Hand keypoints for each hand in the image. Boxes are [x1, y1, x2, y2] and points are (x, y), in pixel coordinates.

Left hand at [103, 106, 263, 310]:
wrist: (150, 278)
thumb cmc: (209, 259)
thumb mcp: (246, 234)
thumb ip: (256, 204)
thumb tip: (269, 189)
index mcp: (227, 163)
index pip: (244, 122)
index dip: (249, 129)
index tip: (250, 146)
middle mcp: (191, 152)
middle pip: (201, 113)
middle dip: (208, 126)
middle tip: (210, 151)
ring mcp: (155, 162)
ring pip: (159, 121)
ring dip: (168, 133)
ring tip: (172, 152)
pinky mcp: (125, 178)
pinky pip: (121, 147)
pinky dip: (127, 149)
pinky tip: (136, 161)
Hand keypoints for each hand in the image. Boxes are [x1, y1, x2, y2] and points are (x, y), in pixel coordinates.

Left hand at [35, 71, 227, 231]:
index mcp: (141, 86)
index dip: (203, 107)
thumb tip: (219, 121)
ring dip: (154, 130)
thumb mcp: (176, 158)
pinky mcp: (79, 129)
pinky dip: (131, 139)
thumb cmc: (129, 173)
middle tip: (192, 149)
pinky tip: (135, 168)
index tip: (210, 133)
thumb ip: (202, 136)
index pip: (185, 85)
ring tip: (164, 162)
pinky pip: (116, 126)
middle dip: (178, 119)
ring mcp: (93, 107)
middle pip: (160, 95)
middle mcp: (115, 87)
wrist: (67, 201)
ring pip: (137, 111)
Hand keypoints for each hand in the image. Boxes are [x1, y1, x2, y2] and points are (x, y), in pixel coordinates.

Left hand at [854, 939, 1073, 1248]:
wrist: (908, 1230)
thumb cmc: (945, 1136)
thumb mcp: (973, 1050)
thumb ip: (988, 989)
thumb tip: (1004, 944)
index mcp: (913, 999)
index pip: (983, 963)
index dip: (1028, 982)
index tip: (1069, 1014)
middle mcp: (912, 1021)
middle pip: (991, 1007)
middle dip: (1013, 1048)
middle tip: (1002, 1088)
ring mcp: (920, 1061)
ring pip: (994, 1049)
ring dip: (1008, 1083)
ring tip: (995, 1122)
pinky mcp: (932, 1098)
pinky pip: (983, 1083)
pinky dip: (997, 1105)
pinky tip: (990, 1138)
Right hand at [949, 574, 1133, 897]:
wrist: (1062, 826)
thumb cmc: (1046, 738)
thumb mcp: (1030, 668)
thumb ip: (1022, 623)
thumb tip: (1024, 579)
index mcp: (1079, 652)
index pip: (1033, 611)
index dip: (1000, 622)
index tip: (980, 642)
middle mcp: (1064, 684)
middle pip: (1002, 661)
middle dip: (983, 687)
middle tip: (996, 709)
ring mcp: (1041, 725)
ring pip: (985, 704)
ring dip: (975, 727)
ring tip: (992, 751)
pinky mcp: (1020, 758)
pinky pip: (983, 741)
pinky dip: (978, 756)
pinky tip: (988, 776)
########################################
* Task directions
Looking at the entries above, can you reproduce exactly the lines from the one that holds "middle dip: (178, 119)" through the one that holds "pinky dip: (997, 1105)", and only those?

* Result for this exercise
middle dip: (178, 119)
ring mcp: (93, 107)
middle pip: (160, 95)
middle mcp: (115, 87)
wrist: (67, 201)
ring pip: (137, 111)
Hand keypoints for each hand in the image. Boxes are [x1, y1, x2, y2] and points are (x, y), in pixel coordinates.

Left hand at [854, 939, 1073, 1248]:
wrist: (908, 1230)
thumb cmc: (945, 1136)
thumb mcp: (973, 1050)
thumb ip: (988, 989)
thumb tip: (1004, 944)
index mcp: (913, 999)
index pip: (983, 963)
index dip: (1028, 982)
index tip: (1069, 1014)
middle mcp: (912, 1021)
middle pip: (991, 1007)
middle dip: (1013, 1048)
middle tip: (1002, 1088)
ring mcp: (920, 1061)
ring pip: (994, 1049)
ring dip: (1008, 1083)
ring tip: (995, 1122)
pinky mcp: (932, 1098)
pinky pip: (983, 1083)
pinky dip: (997, 1105)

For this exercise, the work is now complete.